▶ Provided entries:
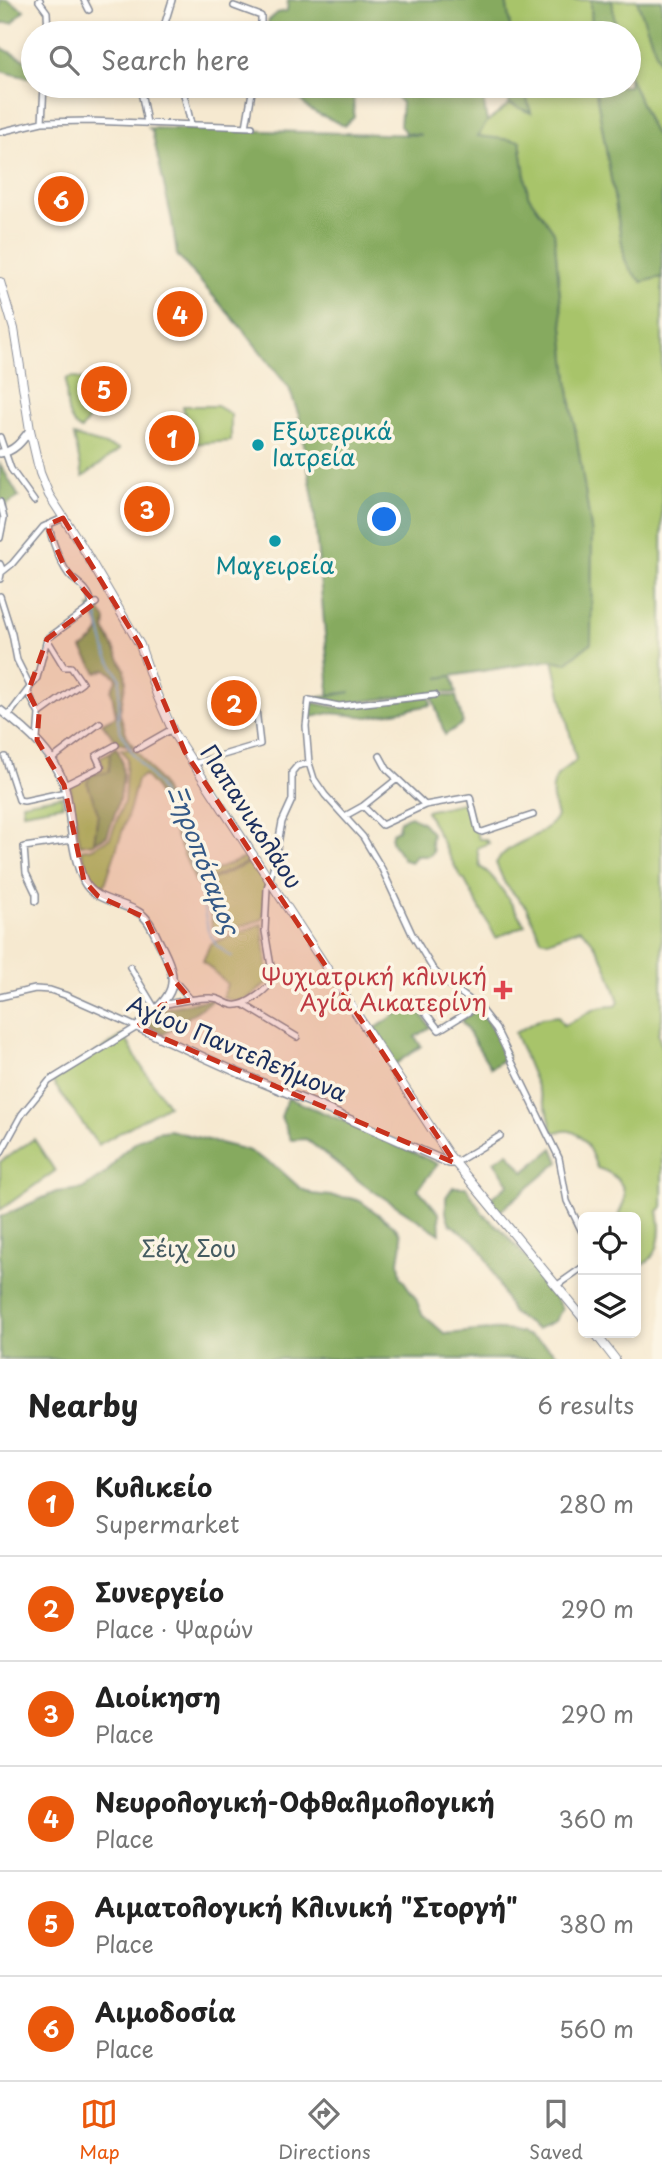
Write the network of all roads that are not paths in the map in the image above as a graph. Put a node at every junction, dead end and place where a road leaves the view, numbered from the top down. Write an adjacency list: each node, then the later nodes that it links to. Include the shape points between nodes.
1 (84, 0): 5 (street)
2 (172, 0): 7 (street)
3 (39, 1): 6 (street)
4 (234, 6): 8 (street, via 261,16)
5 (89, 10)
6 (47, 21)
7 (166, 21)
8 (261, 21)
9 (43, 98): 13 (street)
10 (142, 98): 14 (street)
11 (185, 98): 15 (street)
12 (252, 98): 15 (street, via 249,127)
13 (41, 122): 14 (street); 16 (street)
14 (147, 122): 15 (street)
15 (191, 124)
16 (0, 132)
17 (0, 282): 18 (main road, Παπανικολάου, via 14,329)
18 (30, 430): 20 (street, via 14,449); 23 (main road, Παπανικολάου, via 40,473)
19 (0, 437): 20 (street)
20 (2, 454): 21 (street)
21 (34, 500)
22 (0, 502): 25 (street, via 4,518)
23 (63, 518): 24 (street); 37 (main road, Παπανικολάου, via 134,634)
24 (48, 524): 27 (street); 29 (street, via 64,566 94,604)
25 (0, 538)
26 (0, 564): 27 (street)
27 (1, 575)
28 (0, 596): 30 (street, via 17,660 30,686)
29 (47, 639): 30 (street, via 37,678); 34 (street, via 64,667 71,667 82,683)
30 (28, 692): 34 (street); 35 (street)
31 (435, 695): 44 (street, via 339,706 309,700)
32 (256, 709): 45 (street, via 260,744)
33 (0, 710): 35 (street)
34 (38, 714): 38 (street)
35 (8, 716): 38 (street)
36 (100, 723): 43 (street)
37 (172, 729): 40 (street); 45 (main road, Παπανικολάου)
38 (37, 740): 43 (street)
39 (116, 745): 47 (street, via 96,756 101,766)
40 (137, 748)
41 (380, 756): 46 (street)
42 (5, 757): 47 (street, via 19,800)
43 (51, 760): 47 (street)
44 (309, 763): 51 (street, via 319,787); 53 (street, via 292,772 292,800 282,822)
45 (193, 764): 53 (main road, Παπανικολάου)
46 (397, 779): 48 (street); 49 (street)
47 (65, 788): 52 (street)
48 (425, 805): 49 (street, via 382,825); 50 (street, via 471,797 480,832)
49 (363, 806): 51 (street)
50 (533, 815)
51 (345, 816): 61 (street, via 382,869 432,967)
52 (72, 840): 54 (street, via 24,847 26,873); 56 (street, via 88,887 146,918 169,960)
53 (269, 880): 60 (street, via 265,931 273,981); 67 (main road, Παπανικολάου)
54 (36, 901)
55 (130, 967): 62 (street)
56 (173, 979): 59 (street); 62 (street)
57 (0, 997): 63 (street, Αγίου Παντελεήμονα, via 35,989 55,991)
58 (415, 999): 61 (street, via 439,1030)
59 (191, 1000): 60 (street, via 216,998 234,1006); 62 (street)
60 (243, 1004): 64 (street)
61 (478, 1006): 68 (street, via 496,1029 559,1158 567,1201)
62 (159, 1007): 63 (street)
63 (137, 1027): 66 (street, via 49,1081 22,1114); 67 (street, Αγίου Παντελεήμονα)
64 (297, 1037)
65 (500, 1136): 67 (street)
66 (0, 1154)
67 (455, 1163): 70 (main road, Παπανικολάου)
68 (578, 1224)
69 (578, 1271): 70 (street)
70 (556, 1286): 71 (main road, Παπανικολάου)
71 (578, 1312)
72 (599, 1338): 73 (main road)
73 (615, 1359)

▶ What to produce: Retype all the data exactly, please, without pictures.

▶ Reply:
Write the network of all roads that are not paths in the map in the image above as a graph. Put a node at every junction, dead end and place where a road leaves the view, numbered from the top down. Write an adjacency list: each node, then the later nodes that it links to. Include the shape points between nodes.
1 (84, 0): 5 (street)
2 (172, 0): 7 (street)
3 (39, 1): 6 (street)
4 (234, 6): 8 (street, via 261,16)
5 (89, 10)
6 (47, 21)
7 (166, 21)
8 (261, 21)
9 (43, 98): 13 (street)
10 (142, 98): 14 (street)
11 (185, 98): 15 (street)
12 (252, 98): 15 (street, via 249,127)
13 (41, 122): 14 (street); 16 (street)
14 (147, 122): 15 (street)
15 (191, 124)
16 (0, 132)
17 (0, 282): 18 (main road, Παπανικολάου, via 14,329)
18 (30, 430): 20 (street, via 14,449); 23 (main road, Παπανικολάου, via 40,473)
19 (0, 437): 20 (street)
20 (2, 454): 21 (street)
21 (34, 500)
22 (0, 502): 25 (street, via 4,518)
23 (63, 518): 24 (street); 37 (main road, Παπανικολάου, via 134,634)
24 (48, 524): 27 (street); 29 (street, via 64,566 94,604)
25 (0, 538)
26 (0, 564): 27 (street)
27 (1, 575)
28 (0, 596): 30 (street, via 17,660 30,686)
29 (47, 639): 30 (street, via 37,678); 34 (street, via 64,667 71,667 82,683)
30 (28, 692): 34 (street); 35 (street)
31 (435, 695): 44 (street, via 339,706 309,700)
32 (256, 709): 45 (street, via 260,744)
33 (0, 710): 35 (street)
34 (38, 714): 38 (street)
35 (8, 716): 38 (street)
36 (100, 723): 43 (street)
37 (172, 729): 40 (street); 45 (main road, Παπανικολάου)
38 (37, 740): 43 (street)
39 (116, 745): 47 (street, via 96,756 101,766)
40 (137, 748)
41 (380, 756): 46 (street)
42 (5, 757): 47 (street, via 19,800)
43 (51, 760): 47 (street)
44 (309, 763): 51 (street, via 319,787); 53 (street, via 292,772 292,800 282,822)
45 (193, 764): 53 (main road, Παπανικολάου)
46 (397, 779): 48 (street); 49 (street)
47 (65, 788): 52 (street)
48 (425, 805): 49 (street, via 382,825); 50 (street, via 471,797 480,832)
49 (363, 806): 51 (street)
50 (533, 815)
51 (345, 816): 61 (street, via 382,869 432,967)
52 (72, 840): 54 (street, via 24,847 26,873); 56 (street, via 88,887 146,918 169,960)
53 (269, 880): 60 (street, via 265,931 273,981); 67 (main road, Παπανικολάου)
54 (36, 901)
55 (130, 967): 62 (street)
56 (173, 979): 59 (street); 62 (street)
57 (0, 997): 63 (street, Αγίου Παντελεήμονα, via 35,989 55,991)
58 (415, 999): 61 (street, via 439,1030)
59 (191, 1000): 60 (street, via 216,998 234,1006); 62 (street)
60 (243, 1004): 64 (street)
61 (478, 1006): 68 (street, via 496,1029 559,1158 567,1201)
62 (159, 1007): 63 (street)
63 (137, 1027): 66 (street, via 49,1081 22,1114); 67 (street, Αγίου Παντελεήμονα)
64 (297, 1037)
65 (500, 1136): 67 (street)
66 (0, 1154)
67 (455, 1163): 70 (main road, Παπανικολάου)
68 (578, 1224)
69 (578, 1271): 70 (street)
70 (556, 1286): 71 (main road, Παπανικολάου)
71 (578, 1312)
72 (599, 1338): 73 (main road)
73 (615, 1359)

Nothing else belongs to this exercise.